- Given records -
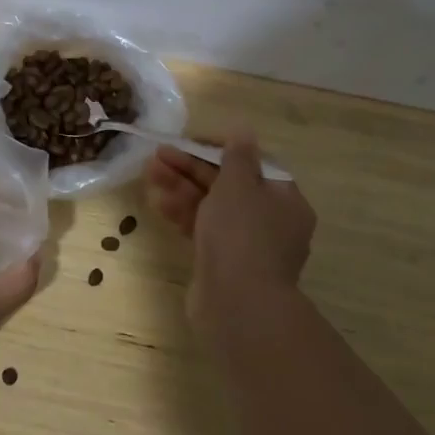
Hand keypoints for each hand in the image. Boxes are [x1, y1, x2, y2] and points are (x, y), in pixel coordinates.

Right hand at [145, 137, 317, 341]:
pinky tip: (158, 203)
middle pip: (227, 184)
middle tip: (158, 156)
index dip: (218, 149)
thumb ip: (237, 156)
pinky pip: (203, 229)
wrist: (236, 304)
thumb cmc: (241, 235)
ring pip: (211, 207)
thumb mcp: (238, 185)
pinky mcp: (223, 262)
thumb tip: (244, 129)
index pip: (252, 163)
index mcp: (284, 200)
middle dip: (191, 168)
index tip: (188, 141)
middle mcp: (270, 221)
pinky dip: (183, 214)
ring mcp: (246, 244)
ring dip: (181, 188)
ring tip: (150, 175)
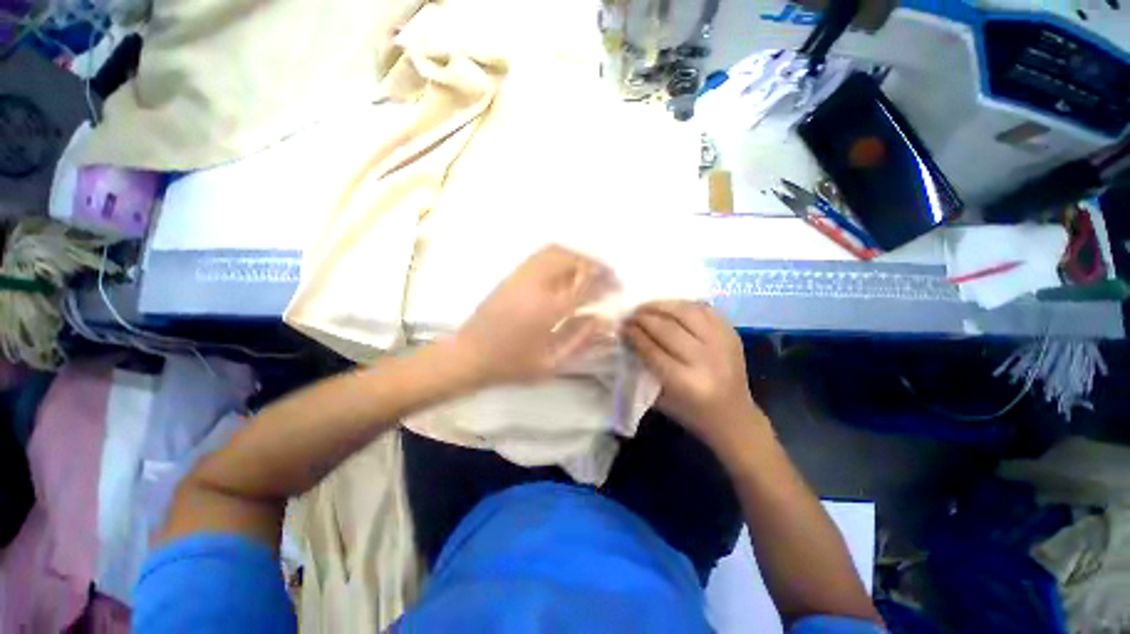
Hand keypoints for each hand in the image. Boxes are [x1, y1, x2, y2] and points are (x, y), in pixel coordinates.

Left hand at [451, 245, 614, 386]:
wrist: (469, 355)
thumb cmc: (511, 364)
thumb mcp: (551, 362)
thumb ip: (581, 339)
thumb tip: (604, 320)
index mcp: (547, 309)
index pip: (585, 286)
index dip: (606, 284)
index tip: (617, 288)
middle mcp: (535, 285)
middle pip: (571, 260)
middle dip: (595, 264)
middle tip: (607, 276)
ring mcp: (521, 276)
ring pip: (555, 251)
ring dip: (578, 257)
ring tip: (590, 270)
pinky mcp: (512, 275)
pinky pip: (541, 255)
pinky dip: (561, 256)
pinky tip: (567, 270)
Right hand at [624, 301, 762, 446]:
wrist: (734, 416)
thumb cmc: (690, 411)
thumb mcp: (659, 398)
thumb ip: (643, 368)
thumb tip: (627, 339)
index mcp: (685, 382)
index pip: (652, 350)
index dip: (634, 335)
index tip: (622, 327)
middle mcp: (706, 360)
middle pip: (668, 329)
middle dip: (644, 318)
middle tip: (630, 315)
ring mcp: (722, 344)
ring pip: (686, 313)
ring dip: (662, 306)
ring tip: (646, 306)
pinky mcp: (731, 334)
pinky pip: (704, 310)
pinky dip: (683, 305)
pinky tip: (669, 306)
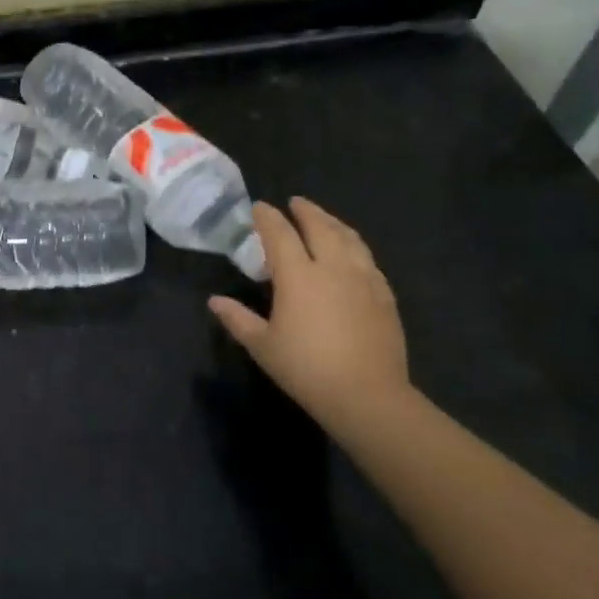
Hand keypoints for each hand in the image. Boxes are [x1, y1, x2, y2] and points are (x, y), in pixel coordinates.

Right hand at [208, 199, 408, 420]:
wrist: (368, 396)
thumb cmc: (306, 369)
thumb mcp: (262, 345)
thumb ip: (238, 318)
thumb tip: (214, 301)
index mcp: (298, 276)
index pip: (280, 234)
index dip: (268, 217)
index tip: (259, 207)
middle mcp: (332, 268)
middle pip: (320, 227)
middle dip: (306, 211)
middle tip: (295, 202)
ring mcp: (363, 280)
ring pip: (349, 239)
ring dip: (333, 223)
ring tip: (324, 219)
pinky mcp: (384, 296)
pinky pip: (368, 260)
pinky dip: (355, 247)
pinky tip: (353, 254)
* * *
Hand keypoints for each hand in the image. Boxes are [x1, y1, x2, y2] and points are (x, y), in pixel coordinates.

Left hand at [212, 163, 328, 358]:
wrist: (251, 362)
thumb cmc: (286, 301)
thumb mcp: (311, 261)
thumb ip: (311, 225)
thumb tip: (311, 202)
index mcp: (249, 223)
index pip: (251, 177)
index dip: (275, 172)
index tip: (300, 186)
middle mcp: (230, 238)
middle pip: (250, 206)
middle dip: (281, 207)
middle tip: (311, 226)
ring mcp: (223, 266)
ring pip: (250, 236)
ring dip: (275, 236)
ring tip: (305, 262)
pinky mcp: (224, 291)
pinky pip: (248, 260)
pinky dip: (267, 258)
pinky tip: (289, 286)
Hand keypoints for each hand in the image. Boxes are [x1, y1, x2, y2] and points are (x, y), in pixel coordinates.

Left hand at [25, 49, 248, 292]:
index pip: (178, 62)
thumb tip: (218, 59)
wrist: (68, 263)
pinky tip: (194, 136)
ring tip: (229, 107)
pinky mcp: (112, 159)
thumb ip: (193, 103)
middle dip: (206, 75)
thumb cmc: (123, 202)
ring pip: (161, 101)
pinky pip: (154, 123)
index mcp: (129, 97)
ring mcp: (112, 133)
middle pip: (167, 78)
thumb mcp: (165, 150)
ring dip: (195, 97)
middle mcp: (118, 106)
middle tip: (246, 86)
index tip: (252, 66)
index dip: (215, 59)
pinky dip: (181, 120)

- Work to complete -
Find the string "wrist" in the material above, and report every line where it occurs.

- Solution to this problem -
wrist: (236, 304)
wrist: (469, 355)
wrist: (734, 416)
wrist: (368, 396)
wrist: (251, 362)
wrist: (68, 263)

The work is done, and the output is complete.